Bumper stickers and T-shirts — still media for slogan communication, even amid the non-stop electronic messages of email, Facebook, and Twitter.
Some slogans are gems of wisdom. Some pure doggerel. Some mere trash.
And some stay with you 20 years.
One appeared on a Ritter Park jogger’s T-shirt, catching my father’s eye two decades ago. It stated: “Nothing Behind You Counts.”
What an interesting philosophy if not a dynamic truth.
A wide receiver with a defensive back breathing down his neck may disagree, Dad once noted. As they say in football circles, “When you hear footsteps over your shoulder, you’re in real trouble.”
That is, when what’s behind you starts counting, it begins controlling you. You tend to lose perspective. And what you hear (or think you hear) takes negative control of your thoughts. Your skill level can be compromised as well as your forward momentum.
And that’s true not only in football, but in all of life, my father concluded.
I wondered about that statement as I watched my nephew’s high school graduation. Unable to travel to Georgia, I witnessed the milestone event on my iPad, courtesy of live video streaming.
As the speaker announced the symbolic tassel move, I was struck by the jogger’s T-shirt message. For those seniors heading to college, indeed, nothing behind them counts. They have a fresh start, a blank slate and the unique opportunity to reinvent themselves. They can leave their reputations in the past and discard their high school roles with one swipe of that tassel.
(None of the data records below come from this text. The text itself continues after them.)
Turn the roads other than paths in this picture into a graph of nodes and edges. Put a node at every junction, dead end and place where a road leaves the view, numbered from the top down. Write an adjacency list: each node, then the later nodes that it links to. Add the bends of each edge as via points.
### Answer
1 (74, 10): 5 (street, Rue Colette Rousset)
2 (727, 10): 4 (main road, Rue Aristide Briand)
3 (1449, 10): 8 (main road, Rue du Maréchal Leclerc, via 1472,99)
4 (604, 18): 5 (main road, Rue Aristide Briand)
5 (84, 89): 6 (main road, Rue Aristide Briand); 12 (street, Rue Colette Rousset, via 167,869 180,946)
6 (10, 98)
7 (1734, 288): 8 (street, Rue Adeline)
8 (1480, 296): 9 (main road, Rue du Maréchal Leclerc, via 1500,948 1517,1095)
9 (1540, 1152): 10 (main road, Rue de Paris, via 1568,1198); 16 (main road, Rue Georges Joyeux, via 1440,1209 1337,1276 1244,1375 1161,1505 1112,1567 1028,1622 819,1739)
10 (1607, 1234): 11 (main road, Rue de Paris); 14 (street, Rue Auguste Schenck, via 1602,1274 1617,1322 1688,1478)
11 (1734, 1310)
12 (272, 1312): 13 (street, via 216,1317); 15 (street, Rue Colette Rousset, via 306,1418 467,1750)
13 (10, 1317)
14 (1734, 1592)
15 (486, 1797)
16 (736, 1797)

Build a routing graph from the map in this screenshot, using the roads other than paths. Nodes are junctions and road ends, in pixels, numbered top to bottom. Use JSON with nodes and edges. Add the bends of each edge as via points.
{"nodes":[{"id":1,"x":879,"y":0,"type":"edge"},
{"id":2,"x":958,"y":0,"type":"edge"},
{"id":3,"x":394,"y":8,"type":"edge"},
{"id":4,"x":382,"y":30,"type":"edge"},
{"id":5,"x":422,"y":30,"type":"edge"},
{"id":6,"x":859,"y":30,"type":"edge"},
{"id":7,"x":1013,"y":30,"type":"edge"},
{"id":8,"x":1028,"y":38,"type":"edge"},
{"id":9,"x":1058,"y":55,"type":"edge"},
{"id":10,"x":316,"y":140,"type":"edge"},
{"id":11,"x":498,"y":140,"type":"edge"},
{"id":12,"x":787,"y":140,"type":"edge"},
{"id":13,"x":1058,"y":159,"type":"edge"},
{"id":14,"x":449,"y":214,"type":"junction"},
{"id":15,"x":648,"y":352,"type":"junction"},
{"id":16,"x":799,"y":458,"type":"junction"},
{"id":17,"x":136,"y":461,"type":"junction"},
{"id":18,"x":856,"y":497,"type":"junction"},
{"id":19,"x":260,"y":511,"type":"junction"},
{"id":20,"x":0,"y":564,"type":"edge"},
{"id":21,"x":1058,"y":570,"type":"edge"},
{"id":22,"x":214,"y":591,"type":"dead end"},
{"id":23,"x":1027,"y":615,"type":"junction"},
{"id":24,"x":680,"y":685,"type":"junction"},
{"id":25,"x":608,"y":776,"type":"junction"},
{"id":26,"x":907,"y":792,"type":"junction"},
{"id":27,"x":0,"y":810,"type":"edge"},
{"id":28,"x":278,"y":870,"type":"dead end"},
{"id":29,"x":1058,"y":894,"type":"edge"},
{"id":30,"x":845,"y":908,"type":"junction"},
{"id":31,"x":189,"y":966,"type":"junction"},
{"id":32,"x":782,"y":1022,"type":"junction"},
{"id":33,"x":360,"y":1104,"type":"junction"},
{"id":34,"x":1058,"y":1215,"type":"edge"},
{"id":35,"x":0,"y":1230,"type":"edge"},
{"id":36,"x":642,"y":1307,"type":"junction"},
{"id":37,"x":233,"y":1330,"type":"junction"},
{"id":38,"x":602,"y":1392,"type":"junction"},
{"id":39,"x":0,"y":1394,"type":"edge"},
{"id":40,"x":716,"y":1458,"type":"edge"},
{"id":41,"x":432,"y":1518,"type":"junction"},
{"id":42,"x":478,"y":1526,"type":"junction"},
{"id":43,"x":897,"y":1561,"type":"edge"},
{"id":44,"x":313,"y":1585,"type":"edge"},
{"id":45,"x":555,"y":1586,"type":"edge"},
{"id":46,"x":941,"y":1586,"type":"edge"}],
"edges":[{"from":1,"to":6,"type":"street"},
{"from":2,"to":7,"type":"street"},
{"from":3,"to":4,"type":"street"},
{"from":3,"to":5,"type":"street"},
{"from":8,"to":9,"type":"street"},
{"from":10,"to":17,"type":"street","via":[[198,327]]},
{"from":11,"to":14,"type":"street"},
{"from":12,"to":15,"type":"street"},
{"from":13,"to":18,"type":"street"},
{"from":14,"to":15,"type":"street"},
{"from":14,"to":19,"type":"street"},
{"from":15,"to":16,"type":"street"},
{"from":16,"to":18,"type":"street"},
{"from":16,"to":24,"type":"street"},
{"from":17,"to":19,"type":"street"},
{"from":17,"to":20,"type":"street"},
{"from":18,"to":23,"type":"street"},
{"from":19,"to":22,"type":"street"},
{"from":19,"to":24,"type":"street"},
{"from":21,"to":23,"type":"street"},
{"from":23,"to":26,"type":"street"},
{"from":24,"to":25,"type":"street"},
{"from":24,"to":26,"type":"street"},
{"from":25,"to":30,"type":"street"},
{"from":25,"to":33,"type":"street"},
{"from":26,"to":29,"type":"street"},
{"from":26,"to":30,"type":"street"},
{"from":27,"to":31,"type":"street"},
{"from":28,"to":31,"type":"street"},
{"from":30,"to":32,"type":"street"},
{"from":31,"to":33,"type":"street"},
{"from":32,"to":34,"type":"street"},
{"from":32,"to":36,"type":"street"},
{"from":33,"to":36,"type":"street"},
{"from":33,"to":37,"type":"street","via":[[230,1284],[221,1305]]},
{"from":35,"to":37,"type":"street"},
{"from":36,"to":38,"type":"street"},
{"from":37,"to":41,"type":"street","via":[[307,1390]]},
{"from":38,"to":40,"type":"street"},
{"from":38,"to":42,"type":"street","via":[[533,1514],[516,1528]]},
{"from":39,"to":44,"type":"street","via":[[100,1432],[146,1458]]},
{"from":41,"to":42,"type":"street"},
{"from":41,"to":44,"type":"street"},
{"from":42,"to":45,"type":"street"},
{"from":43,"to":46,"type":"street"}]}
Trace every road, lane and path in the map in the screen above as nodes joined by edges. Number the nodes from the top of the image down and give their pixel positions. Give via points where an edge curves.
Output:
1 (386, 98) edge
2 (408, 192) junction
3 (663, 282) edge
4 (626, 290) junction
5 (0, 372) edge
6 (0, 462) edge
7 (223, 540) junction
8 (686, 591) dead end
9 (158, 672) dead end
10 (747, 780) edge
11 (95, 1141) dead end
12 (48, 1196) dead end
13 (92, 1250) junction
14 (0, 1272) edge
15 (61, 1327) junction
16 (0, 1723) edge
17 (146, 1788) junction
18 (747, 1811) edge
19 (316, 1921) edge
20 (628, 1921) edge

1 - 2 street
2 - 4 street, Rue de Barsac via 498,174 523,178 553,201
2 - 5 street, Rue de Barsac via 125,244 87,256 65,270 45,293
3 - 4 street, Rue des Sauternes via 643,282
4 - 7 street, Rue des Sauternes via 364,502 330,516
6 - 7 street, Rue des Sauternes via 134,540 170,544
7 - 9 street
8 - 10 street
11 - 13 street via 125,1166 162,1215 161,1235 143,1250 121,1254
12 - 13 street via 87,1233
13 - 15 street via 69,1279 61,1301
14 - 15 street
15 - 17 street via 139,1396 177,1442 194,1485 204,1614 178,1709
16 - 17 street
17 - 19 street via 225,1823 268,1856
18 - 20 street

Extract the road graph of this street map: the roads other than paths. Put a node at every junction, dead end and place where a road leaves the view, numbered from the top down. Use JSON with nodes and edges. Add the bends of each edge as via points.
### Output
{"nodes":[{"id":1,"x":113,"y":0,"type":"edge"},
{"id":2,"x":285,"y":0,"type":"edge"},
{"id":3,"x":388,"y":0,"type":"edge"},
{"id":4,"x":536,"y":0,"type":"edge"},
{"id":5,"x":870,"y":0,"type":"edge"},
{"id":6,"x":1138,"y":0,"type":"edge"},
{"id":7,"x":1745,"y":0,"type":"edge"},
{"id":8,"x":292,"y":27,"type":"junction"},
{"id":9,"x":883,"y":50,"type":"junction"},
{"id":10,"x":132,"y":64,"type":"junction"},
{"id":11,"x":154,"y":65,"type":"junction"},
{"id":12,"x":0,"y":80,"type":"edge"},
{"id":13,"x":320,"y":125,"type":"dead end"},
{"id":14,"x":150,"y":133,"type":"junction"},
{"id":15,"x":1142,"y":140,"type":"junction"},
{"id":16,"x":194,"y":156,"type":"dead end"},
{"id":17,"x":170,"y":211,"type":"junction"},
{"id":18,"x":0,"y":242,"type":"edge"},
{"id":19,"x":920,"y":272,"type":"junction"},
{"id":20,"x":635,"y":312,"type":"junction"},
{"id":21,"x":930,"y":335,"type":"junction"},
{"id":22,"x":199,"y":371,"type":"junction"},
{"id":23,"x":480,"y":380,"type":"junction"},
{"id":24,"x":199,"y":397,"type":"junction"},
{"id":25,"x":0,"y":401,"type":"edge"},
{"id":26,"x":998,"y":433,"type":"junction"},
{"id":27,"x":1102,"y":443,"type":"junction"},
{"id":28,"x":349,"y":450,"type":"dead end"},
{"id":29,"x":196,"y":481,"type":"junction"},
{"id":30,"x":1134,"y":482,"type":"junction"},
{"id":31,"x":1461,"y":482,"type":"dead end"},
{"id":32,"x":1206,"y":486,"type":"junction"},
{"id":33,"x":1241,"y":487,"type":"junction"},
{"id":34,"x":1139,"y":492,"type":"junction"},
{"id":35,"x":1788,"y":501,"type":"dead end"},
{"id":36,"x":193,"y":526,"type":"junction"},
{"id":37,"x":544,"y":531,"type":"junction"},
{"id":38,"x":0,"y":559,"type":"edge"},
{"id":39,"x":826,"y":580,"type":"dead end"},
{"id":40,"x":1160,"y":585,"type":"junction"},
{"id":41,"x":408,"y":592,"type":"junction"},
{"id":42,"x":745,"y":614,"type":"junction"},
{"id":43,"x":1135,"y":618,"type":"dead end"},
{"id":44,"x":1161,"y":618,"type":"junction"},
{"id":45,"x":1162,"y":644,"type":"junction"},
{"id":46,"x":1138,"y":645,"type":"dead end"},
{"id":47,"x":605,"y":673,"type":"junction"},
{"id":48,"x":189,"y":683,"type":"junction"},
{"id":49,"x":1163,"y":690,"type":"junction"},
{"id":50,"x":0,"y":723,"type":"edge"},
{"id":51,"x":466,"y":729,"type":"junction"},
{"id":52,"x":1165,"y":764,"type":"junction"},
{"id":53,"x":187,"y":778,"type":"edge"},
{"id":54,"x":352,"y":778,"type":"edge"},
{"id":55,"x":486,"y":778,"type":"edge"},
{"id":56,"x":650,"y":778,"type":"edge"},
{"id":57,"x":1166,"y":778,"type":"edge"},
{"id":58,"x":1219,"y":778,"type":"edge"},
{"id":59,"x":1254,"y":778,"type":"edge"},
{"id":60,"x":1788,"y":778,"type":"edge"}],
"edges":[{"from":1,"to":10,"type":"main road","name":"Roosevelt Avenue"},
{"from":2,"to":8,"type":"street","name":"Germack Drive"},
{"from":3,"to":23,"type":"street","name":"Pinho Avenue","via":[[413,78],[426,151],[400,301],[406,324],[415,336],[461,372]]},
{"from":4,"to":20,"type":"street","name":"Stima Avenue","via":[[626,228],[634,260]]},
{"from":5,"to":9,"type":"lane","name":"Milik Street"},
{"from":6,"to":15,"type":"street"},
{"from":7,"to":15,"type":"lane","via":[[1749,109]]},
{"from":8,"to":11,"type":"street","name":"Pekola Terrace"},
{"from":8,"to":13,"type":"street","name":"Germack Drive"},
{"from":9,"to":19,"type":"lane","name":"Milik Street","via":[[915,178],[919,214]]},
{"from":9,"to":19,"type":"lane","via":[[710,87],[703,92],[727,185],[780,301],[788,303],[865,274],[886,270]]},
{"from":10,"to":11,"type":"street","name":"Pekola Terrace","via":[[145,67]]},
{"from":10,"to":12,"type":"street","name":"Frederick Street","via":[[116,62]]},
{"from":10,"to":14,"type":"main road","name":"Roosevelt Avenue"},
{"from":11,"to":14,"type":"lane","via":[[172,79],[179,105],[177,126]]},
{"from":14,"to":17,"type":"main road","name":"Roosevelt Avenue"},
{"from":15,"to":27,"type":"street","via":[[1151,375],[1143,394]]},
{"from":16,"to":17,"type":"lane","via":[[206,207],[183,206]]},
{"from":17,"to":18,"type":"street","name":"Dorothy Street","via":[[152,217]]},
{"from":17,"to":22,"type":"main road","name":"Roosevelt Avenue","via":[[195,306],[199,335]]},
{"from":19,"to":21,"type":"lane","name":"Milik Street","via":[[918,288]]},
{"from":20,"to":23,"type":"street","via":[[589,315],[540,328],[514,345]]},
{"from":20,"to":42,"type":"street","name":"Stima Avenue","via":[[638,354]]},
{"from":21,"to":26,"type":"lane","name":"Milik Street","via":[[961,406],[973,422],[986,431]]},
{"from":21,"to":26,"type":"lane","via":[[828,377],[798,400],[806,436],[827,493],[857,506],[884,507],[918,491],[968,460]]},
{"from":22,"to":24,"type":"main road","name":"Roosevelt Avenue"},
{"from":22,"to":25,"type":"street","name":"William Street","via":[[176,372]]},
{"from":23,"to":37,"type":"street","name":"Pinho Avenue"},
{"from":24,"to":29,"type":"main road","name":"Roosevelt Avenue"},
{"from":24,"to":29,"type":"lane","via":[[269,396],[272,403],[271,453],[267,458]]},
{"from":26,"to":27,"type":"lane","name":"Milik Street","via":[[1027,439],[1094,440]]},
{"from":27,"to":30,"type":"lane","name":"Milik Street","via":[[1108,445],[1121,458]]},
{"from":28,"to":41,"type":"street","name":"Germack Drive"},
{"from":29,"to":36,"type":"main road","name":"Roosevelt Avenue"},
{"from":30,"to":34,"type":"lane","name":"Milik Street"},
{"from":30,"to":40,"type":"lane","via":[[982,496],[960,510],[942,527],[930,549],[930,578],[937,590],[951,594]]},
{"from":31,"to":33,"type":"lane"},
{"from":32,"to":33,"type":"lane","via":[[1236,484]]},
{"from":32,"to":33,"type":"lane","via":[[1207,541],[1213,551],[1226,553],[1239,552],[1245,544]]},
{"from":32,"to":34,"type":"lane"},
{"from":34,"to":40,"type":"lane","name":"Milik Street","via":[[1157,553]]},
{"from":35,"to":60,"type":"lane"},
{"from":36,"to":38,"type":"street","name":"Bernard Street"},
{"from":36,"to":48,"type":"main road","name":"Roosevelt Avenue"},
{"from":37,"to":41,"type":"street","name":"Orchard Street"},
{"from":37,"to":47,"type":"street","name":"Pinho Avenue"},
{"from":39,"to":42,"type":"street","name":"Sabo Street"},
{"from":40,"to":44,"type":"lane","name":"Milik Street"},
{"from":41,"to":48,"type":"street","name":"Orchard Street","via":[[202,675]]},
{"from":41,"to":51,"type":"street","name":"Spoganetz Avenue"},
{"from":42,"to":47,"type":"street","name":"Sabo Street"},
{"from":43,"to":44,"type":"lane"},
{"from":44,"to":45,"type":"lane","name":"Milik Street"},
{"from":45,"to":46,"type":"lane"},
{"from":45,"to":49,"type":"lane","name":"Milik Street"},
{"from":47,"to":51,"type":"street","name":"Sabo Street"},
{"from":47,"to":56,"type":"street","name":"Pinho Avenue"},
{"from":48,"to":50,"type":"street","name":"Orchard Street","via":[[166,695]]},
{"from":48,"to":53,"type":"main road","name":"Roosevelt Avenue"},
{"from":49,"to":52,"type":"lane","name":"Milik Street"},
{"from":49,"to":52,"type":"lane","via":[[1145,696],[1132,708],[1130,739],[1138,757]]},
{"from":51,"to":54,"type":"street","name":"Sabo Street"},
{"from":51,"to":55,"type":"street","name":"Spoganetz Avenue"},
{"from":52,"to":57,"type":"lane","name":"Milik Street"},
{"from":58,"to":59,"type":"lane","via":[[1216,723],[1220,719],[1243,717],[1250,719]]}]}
Yet only a few months ago, everything behind them counted. Those college applications demanded to know not only who they wanted to be, but also who they were, complete with supporting evidence to prove it. Grades, test scores, class rank, teacher recommendations and essays short and long were anchored on the premise that everything behind them counts.
In his remarks, speaker Dr. Martin Waters, Statesboro High School principal, offered a more elegant view. “The moving of the tassel represents the opening of a curtain and is symbolic of the opening of one’s mind to the next act of life. It moves from right to left, coming to rest over the heart.”
And maybe that’s the real message of Nothing Behind You Counts: Keep an open mind to the future while putting the past in its place.
“Past is prologue,” Shakespeare reminds us. But if we allow the negatives of the past to count more in the present than the positives, it can become a burden and affect that open mind we need for the next act of life.
Baseball legend Satchel Paige summed up his take with, “I never look behind me; something might be gaining on me.”
Of course, we do look behind us; we must know what’s back there. But the point is: Nothing Behind Counts — unless we let it. We can choose how we value what is in our past.
What counts more is where we are now and where we are heading.